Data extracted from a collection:
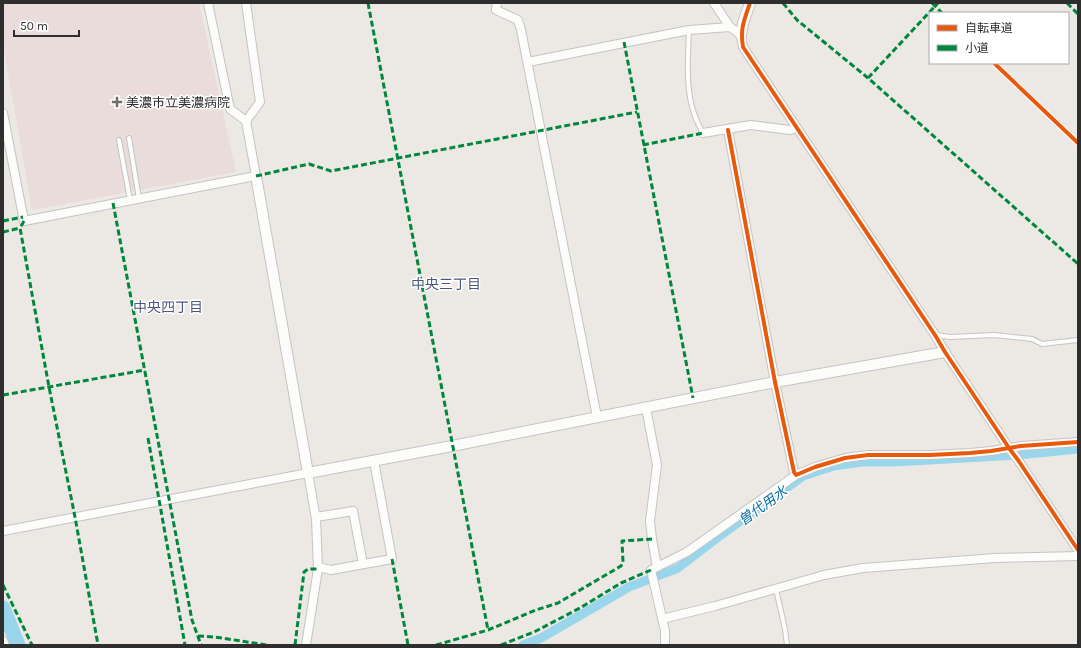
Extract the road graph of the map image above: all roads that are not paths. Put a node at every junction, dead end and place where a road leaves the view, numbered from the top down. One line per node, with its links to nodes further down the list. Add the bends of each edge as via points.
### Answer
1 (208, 3): 11 (street, via 230,109)
2 (246, 3): 11 (street, via 260,102)
3 (497, 3): 9 (street, via 496,10 518,20)
4 (714, 3): 6 (street)
5 (750, 3): 8 (street)
6 (730, 27): 7 (street); 8 (street)
7 (689, 30): 9 (street); 14 (lane, via 690,97)
8 (741, 35): 12 (street, via 743,47)
9 (528, 62): 25 (street)
10 (3, 113): 19 (street, via 24,221)
11 (246, 121): 17 (street)
12 (797, 128): 13 (street, via 790,130 751,125); 20 (street)
13 (728, 130): 14 (street); 23 (street)
14 (703, 133)
15 (129, 138): 18 (lane)
16 (119, 140): 19 (lane)
17 (256, 176): 18 (street); 29 (street)
18 (139, 199): 19 (street)
19 (130, 200)
20 (935, 335): 21 (lane, via 994,335 1032,339 1042,344); 22 (street)
21 (1078, 340)
22 (945, 352): 23 (street); 27 (street)
23 (775, 382): 24 (street); 30 (street)
24 (646, 408): 25 (street); 37 (street, via 657,465 650,521)
25 (596, 417): 28 (street)
26 (1078, 442): 27 (street)
27 (1009, 448): 30 (street, via 970,454 868,455 845,458); 33 (street)
28 (374, 461): 29 (street); 35 (street, via 392,559)
29 (308, 473): 31 (street); 32 (street)
30 (796, 475): 37 (street, via 687,552)
31 (316, 517): 35 (street, via 354,511); 36 (street)
32 (3, 531)
33 (1078, 550)
34 (1078, 556): 38 (street, via 995,558 863,568 824,575)
35 (363, 564): 36 (street, via 331,570)
36 (318, 567): 42 (street)
37 (654, 568): 39 (street, via 653,583)
38 (776, 589): 39 (street); 44 (lane)
39 (662, 619): 43 (street)
40 (3, 641): 41 (street)
41 (5, 645)
42 (306, 645)
43 (665, 645)
44 (787, 645)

* [Work task]
Please return all lines from the records that hold the word "lane".

* [Expected answer]
7 (689, 30): 9 (street); 14 (lane, via 690,97)
15 (129, 138): 18 (lane)
16 (119, 140): 19 (lane)
20 (935, 335): 21 (lane, via 994,335 1032,339 1042,344); 22 (street)
38 (776, 589): 39 (street); 44 (lane)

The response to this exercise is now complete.